Another contribution of this work is to introduce a new and accurate gate delay model, which accounts for input sequence dependent delays in a compact fashion.

State-space traversal of timed automata is a PSPACE-complete problem, and, like other traversalbased methods, it suffers from the state-space explosion problem for systems with a large number of components. However, the method we present in this paper exploits the special structure of combinational circuits and is able to handle systems that are much larger than could be handled with non-specialized traversal methods.
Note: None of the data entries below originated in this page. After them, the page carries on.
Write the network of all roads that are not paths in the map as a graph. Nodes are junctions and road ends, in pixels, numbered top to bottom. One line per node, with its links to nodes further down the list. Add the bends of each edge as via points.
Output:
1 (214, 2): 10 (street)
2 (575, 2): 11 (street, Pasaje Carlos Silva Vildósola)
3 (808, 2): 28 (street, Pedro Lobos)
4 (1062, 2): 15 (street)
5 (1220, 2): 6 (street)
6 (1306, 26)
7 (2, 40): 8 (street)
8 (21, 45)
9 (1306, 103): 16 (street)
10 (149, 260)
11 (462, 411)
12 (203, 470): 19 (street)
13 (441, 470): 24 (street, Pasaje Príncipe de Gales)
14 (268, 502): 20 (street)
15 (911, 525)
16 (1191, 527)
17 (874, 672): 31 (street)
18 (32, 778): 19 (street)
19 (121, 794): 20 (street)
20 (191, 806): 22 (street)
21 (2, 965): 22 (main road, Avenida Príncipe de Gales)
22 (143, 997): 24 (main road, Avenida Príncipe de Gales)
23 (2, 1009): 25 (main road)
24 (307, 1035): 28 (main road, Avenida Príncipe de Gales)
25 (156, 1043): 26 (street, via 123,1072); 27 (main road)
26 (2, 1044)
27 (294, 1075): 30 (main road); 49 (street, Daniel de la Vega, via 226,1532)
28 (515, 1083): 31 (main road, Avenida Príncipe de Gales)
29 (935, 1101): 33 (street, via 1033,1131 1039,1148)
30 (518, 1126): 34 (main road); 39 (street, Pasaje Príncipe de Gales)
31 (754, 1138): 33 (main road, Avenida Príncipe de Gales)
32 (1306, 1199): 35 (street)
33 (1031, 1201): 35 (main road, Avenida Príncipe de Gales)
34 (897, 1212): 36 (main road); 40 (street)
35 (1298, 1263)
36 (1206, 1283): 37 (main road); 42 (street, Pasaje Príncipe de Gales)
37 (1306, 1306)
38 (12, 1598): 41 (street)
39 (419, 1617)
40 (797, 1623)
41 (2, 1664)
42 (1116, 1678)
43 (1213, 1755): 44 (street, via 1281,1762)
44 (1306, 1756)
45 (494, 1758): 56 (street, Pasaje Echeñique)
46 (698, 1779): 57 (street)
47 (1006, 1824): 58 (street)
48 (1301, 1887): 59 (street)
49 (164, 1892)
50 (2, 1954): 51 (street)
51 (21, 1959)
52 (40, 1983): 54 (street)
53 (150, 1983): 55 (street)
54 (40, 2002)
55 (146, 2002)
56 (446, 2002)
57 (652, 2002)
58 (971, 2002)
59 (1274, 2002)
The structure of the paper is as follows. In Section 2 we introduce timed automata. Section 3 discusses how circuits and waveforms can be represented using timed automata. Section 4 describes our algorithm for computing maximum delays. Section 5 presents experimental results and contrasts our method with other approaches for delay computation. Finally, Section 6 summarizes our work, and discusses avenues for future research in this area.

# 2 Timed automata

## 2.1 Notation

Let X be a finite set of real-valued variables. An X-valuation  $\nu$  assigns a nonnegative real value  $\nu(x)$  to each variable  $x \in X$ . An X-predicate  $\varphi$  is a positive Boolean combination of constraints

of the form  $x \diamond k$ , where k is a nonnegative integer constant,  $x \in X$  is a variable, and  $\diamond$  is one of the following:  $\leq, \geq, =$ . Let P be a finite set of variables, each ranging over a finite type. A P-valuation  $\xi$  is an assignment of values to variables in P. A P-event is a pair  $\langle \xi, \xi' \rangle$  consisting of P-valuations  $\xi$  and  $\xi'$  denoting the old and the new values of the variables in P. A P-predicate is a Boolean predicate on  $\xi$  and  $\xi'$ .

#### 2.2 Timed Automata

A timed automaton A is a tuple  $(S, S_0, O, I, X, \alpha, \mu, E)$ , where

- S is the finite set of locations, and  $S_0 \subseteq S$  is the set of initial locations.
- O is the set of output variables, each ranging over a finite domain. An *output* of A is an O-valuation.
- I is the set of input variables, each ranging over a finite type. An input of A is an I-valuation, an input-event is an I-event, and an input-predicate is an I-predicate. An observation of A is a  $(I \cup O)$ -valuation, and an observation-event of A is a  $(I \cup O)$ -event.
- X is the finite set of real-valued variables, called timers.
- $\alpha$  is the invariant function that assigns an X-predicate  $\alpha(s)$  to each location  $s \in S$ .
- $\mu$  is the output function that assigns the output  $\mu(s)$  to each location  $s \in S$ .
- E is the finite set of edges. Each edge e is a tuple  $(s, t, \varphi, \chi, R)$  consisting of the source location s, the target location t, the X-predicate  $\varphi$ , the input-predicate  $\chi$ , and a reset function R that specifies for each timer x its value after the edge is taken, R(x):
  - (i) R(x) = 0: x is reset to 0.
  - (ii) R(x) = y, where  $y \in X$ : x takes on the value of y right before the transition. If y = x, x is left unchanged.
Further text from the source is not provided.